More Subjects
Microeconomics exercise 1
Isabel
“Great nations never become poorer because of the waste and unreasonableness of individuals, but they are often poor as a result of the waste and unreasonableness of state power”.
At the end of the twentieth and the beginning of the twenty-first centuries, economists began to persistently develop and strengthen their opinions about the crisis of the theoretical part of economics, whatever name it was - “political economy”, “economic theory”, “general economic theory”, “economics” and so on. Increased interest in economic theory arises in critical periods of social development. It was then, in the era of the formation and development of capitalism, that the liberal economic doctrine was formed. The economic person of A. Smith, with his egoistic basic norms and today, despite all modifications, is the basis of the liberal doctrine. In this regard, in different interpretations by economists, the question is posed.
In the economic doctrine of the Western countries thinkers, there is no social dominant as such. The narrowing of the subject matter to a purely economic issue at that time was considered a great progress in the methodological aspect. In that historical framework, the approach was apparently correct. The state budget of the countries was small, national economies were not burdened with social problems, the institutions of civil society were in the process of formation, initial capitalism, even a “semi-wild” state, was in all respects more attractive than feudalism, burdened by a whole range of class restrictions. In the realities of our time, many of the positions of Smith’s economic liberalism doctrine have shown their limitation.

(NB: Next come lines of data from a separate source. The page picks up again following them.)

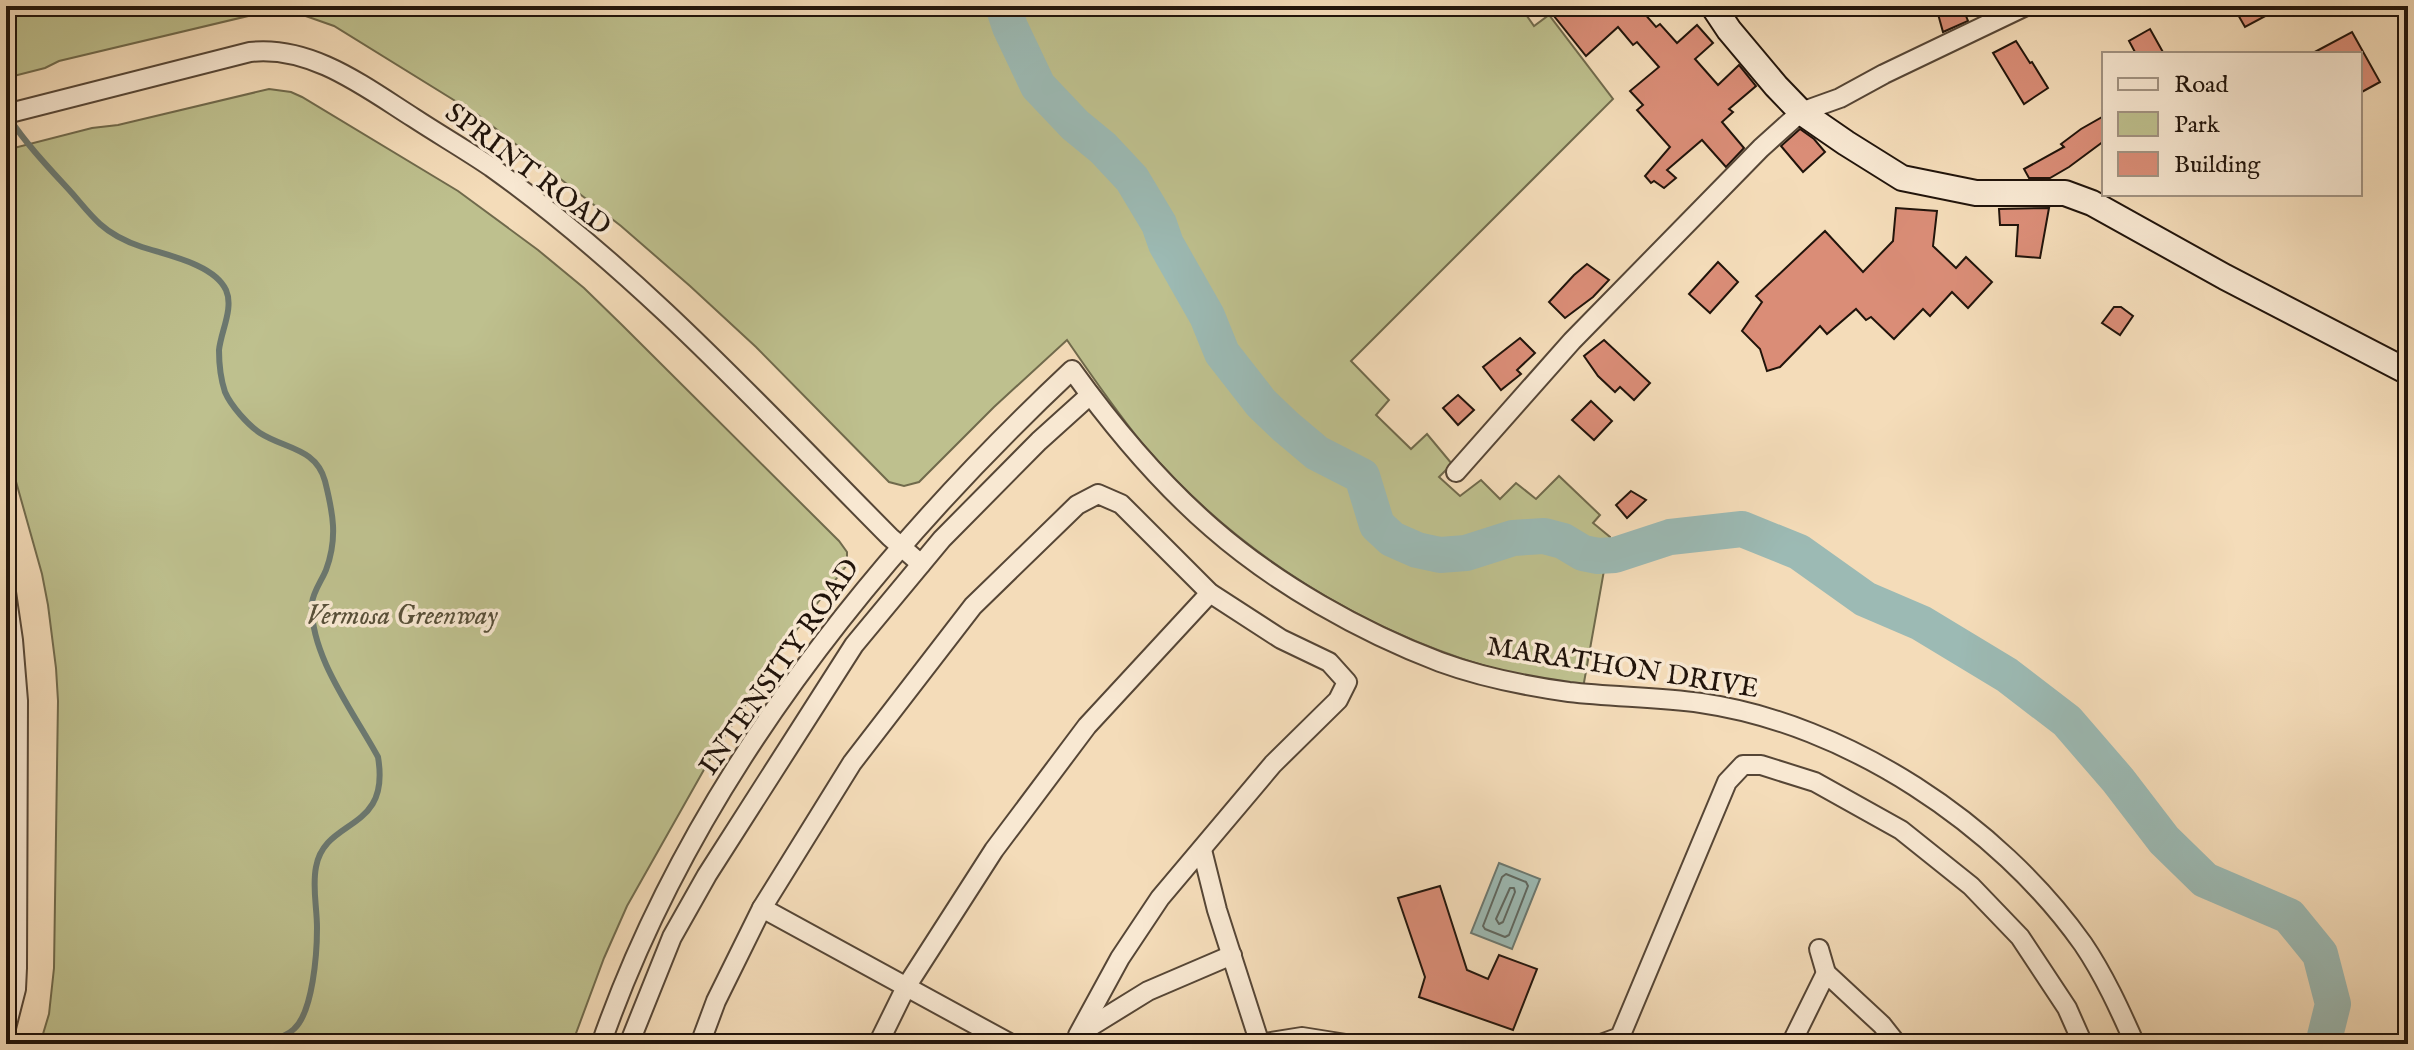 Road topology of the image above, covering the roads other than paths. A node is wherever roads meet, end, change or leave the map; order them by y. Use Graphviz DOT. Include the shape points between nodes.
graph roads {
  1 [pos="1713,6"];
  2 [pos="2026,6"];
  3 [pos="1801,112"];
  4 [pos="6,114"];
  5 [pos="1072,370"];
  6 [pos="2408,372"];
  7 [pos="1090,395"];
  8 [pos="1456,472"];
  9 [pos="901,546"];
  10 [pos="921,564"];
  11 [pos="6,592"];
  12 [pos="1210,593"];
  13 [pos="1202,850"];
  14 [pos="762,908"];
  15 [pos="1819,949"];
  16 [pos="1232,955"];
  17 [pos="1826,973"];
  18 [pos="906,987"];
  19 [pos="6,1028"];
  20 [pos="1074,1039"];
  21 [pos="1627,1040"];
  22 [pos="601,1044"];
  23 [pos="629,1044"];
  24 [pos="700,1044"];
  25 [pos="878,1044"];
  26 [pos="1011,1044"];
  27 [pos="1259,1044"];
  28 [pos="1346,1044"];
  29 [pos="1601,1044"];
  30 [pos="1791,1044"];
  31 [pos="1897,1044"];
  32 [pos="2083,1044"];
  33 [pos="2135,1044"];
  1 -- 3 [label="street"];
  2 -- 3 [label="street"];
  3 -- 6 [label="street" via="1902,178 1976,193 2065,193 2092,203"];
  3 -- 8 [label="street" via="1572,341"];
  4 -- 9 [label="street, SPRINT ROAD" via="263,51 301,56 365,86 490,167 606,261 698,344"];
  5 -- 7 [label="street, MARATHON DRIVE"];
  5 -- 9 [label="street, INTENSITY ROAD" via="972,467"];
  7 -- 10 [label="street, INTENSITY ROAD" via="990,489"];
  7 -- 33 [label="street, MARATHON DRIVE" via="1158,476 1213,529 1274,576 1355,623 1440,662 1504,681 1701,703 1771,717 1920,787 1987,838 2043,895 2084,945"];
  9 -- 10 [label="street, SPRINT ROAD"];
  9 -- 22 [label="street, INTENSITY ROAD" via="795,682 711,811 631,966"];
  10 -- 23 [label="street, INTENSITY ROAD" via="854,645 707,875 672,937"];
  11 -- 19 [label="street" via="18,701 17,968"];
  12 -- 13 [label="street" via="1281,639 1329,662 1347,682 1338,700 1273,764"];
  12 -- 14 [label="street" via="1121,504 1098,494 1077,505 973,606 852,763"];
  12 -- 18 [label="street" via="1087,726 994,850"];
  13 -- 16 [label="street"];
  13 -- 20 [label="street" via="1160,898"];
  14 -- 18 [label="street"];
  14 -- 24 [label="street"];
  15 -- 17 [label="street"];
  16 -- 20 [label="street" via="1148,991"];
  16 -- 27 [label="street"];
  17 -- 30 [label="street"];
  17 -- 31 [label="street"];
  18 -- 25 [label="street"];
  18 -- 26 [label="street"];
  21 -- 29 [label="street"];
  21 -- 32 [label="street" via="1727,782 1743,765 1761,765 1815,782 1901,830 1971,886 2020,937 2067,1008"];
  27 -- 28 [label="street" via="1302,1037"];
}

Today, it is wrong to consider that Smith created a remote economy of the entire business ethics. But a thorough reading of his work, as proposed by the Nobel Prize in economics A. Sen, allows to an investigation into the natural world and reasons of the Wealth of Nations? "(1776) as a practical application of ethics that stems from his previous book"? “The theory of moral feelings (1759). From this global perspective, it is not surprising to see how, for Scots, moral values have been intimately linked to human behavior.

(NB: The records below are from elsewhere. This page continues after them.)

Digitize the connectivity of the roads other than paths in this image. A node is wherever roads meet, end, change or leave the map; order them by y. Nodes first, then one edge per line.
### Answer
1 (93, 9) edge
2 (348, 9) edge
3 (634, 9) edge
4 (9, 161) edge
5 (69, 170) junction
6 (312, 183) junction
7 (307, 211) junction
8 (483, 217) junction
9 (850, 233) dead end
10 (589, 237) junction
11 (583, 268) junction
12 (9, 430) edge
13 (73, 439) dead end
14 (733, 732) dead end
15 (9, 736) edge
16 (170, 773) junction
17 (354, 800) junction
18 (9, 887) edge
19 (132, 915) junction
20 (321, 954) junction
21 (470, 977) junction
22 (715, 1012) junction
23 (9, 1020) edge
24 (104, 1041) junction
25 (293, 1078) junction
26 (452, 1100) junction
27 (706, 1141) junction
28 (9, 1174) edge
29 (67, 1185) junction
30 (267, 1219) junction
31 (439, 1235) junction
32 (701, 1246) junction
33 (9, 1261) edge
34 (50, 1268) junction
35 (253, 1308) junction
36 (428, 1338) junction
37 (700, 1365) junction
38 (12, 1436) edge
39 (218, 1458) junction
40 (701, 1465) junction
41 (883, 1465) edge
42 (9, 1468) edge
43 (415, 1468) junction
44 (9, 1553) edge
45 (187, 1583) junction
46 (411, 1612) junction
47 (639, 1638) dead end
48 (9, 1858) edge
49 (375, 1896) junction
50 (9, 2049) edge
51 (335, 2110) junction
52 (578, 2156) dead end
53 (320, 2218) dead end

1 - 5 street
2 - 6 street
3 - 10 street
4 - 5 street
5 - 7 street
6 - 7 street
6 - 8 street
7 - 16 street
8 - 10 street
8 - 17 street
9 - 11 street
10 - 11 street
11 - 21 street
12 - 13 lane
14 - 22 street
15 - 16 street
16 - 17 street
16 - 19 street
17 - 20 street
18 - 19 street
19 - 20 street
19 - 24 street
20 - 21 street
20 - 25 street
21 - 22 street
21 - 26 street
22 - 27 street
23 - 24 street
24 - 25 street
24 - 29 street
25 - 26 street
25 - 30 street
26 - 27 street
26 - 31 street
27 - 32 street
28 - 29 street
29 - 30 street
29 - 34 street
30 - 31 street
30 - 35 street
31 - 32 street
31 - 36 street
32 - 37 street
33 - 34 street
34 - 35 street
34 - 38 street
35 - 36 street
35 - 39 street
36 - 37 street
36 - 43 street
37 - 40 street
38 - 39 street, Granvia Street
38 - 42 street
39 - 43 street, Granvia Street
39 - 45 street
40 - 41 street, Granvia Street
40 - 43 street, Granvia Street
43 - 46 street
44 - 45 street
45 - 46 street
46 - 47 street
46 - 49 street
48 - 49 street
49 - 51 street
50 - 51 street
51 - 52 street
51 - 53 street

Adam Smith and his time were redundant to write about ethics in business since it was already implicit. The motivational exchange of self-interest was mutually beneficial if the parties did not try to deceive each other. Based on a superficial reading of Smith and influenced by liberalism and positivism, the mainstream of contemporary economics today goes against the deepest convictions of early classical economists. In order to create an ethically neutral, predictable science, the result was to end up using elegant mathematical models that deprived people of motives other than self-interest. By using the exchange of equivalents as the only valid means of contributing to rationality and the common good, we have come across a system that seems to supplant the human person from the center of the stage.
Conclusion
Adam Smith concludes in his essay that the economic system is a self-regulating system that develops on the basis of objectively existing laws. Further, the theory of economic laws is developed. True, the term itself is not yet in his writings. Adam Smith speaks of the "laws of human nature." Nevertheless, the introduction of this concept into the scientific revolution represented an undoubted step forward in comparison with the position of its predecessor W. Petty, who interpreted the laws in force in the economy as “laws of nature”. Smith, on the other hand, has a definite understanding of the specifics of economic laws — their belonging to social phenomena. A valuable in this position of the Western economist is his understanding of the objective nature of such laws, that they act independently of the will and consciousness of economic entities and that people.
References
Keohane, R. O. (2005). After hegemony: Cooperation and discord in the world political economy. Princeton University Press.
Maddison, A. (1995). Monitoring the world economy, 1820-1992 (p. 238). Paris: Development Centre of the Organisation for Economic Co-operation and Development.
Throsby, D. (2001). Economics and culture. Cambridge university press.
Hirshleifer, J. (1985). The expanding domain of economics. The American Economic Review, 75(6), 53-68.
Hoogvelt, A. (2001). Globalization and the postcolonial world: The new political economy of development. JHU Press.